An invitation from an ex took me out of town on Sunday evening. Turning onto his street, I was nervous. Not just because of the warehouses and dark empty roads stretching before me, not just because my Nuvi frantically begged me to take a series of immediate lefts and get the hell out of that neighborhood. I was nervous in the way I always am when it comes to this guy, but even that wasn’t my foremost anxiety.
I just had to get through dinner with him. That’s it. One little meal. I was scheduled for multiple meals with multiple strangers on Tuesday and Wednesday, but those were nothing comparable. I didn’t care if I made a genuine connection with the strangers. This, on the other hand, felt like a test of all the decisions I made that affected the two of us. What if we had nothing to talk about? What if we couldn’t agree on a type of pizza, what if we listened to each other chew and stared at the TV above the bar? I guess that would have been a relief, because I would have known I was right to end it.
We settled on BBQ pizza with bacon and corn (Yes, corn. Weird, right? It actually wasn't bad). He asked if we could get thin crust, which happens to be the only crust for me. When the waitress arrived, he ordered wheat rather than white, just as I would have.
I’d like to think common ground was discovered where it seemed none existed, but maybe I'm just being fanciful. The same old obstacles hadn't disappeared, however: Calculator vs color wheel. Logic vs intuition. I heartlessly ignored his pain because he caused mine. Who did the greater damage? Who is to blame? Is there a friendship worth salvaging? Why are we even still talking about this?
Back in the black and white, I knew there were a couple of things I wanted from life. I wanted to be looked at every day the way I'd catch him smoldering at me when he thought I wouldn’t notice. In the way you give before you learn not to, everything I had was his. But it should come as no surprise that we killed the good stuff with our blatant disrespect for each other. There were certainly no smoldering glances on this occasion.

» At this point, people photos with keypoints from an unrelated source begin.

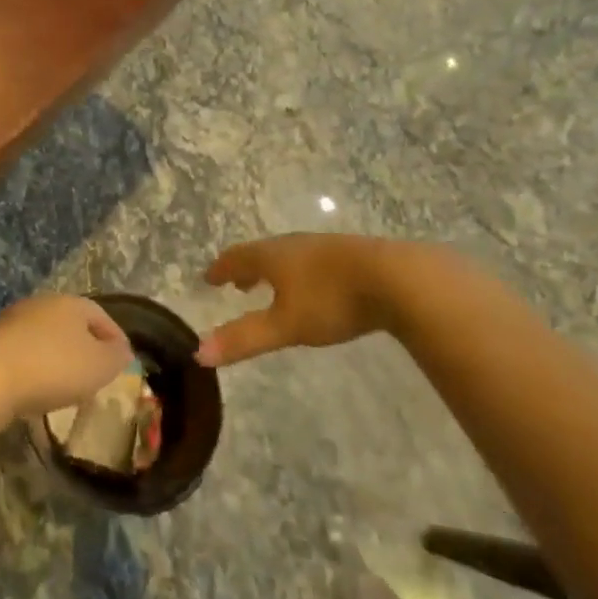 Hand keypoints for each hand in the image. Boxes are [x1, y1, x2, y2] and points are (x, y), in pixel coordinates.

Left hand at [0, 295, 133, 420]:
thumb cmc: (54, 368)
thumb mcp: (99, 365)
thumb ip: (116, 356)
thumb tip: (122, 349)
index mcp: (71, 302)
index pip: (101, 315)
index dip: (116, 337)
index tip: (124, 360)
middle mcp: (42, 302)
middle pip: (72, 322)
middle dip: (86, 345)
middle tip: (97, 372)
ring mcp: (15, 319)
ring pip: (47, 335)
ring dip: (60, 355)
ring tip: (68, 383)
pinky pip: (26, 351)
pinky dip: (38, 365)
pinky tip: (39, 385)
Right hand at [197, 234, 405, 367]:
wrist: (398, 279)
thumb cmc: (332, 300)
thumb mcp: (285, 325)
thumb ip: (244, 338)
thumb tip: (199, 353)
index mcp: (272, 256)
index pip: (237, 258)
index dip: (221, 269)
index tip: (209, 277)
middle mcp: (294, 245)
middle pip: (262, 253)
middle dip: (247, 268)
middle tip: (237, 283)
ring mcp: (326, 248)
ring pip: (290, 255)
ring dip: (275, 269)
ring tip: (271, 285)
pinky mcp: (353, 255)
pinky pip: (314, 261)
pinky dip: (301, 272)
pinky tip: (315, 286)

I feel ridiculous for even peering down this road again. It's like looking back over my tan teenage shoulder; trusting that girl, with her black-from-a-box hair and roller coaster wants, was never easy. She wanted to be grown-up, but she wasn't. Now she is, and she wants to go back.
Well little girl, it's too late. Time travel is impossible. Let's be honest--teleportation is much more practical. Work to beach in seconds.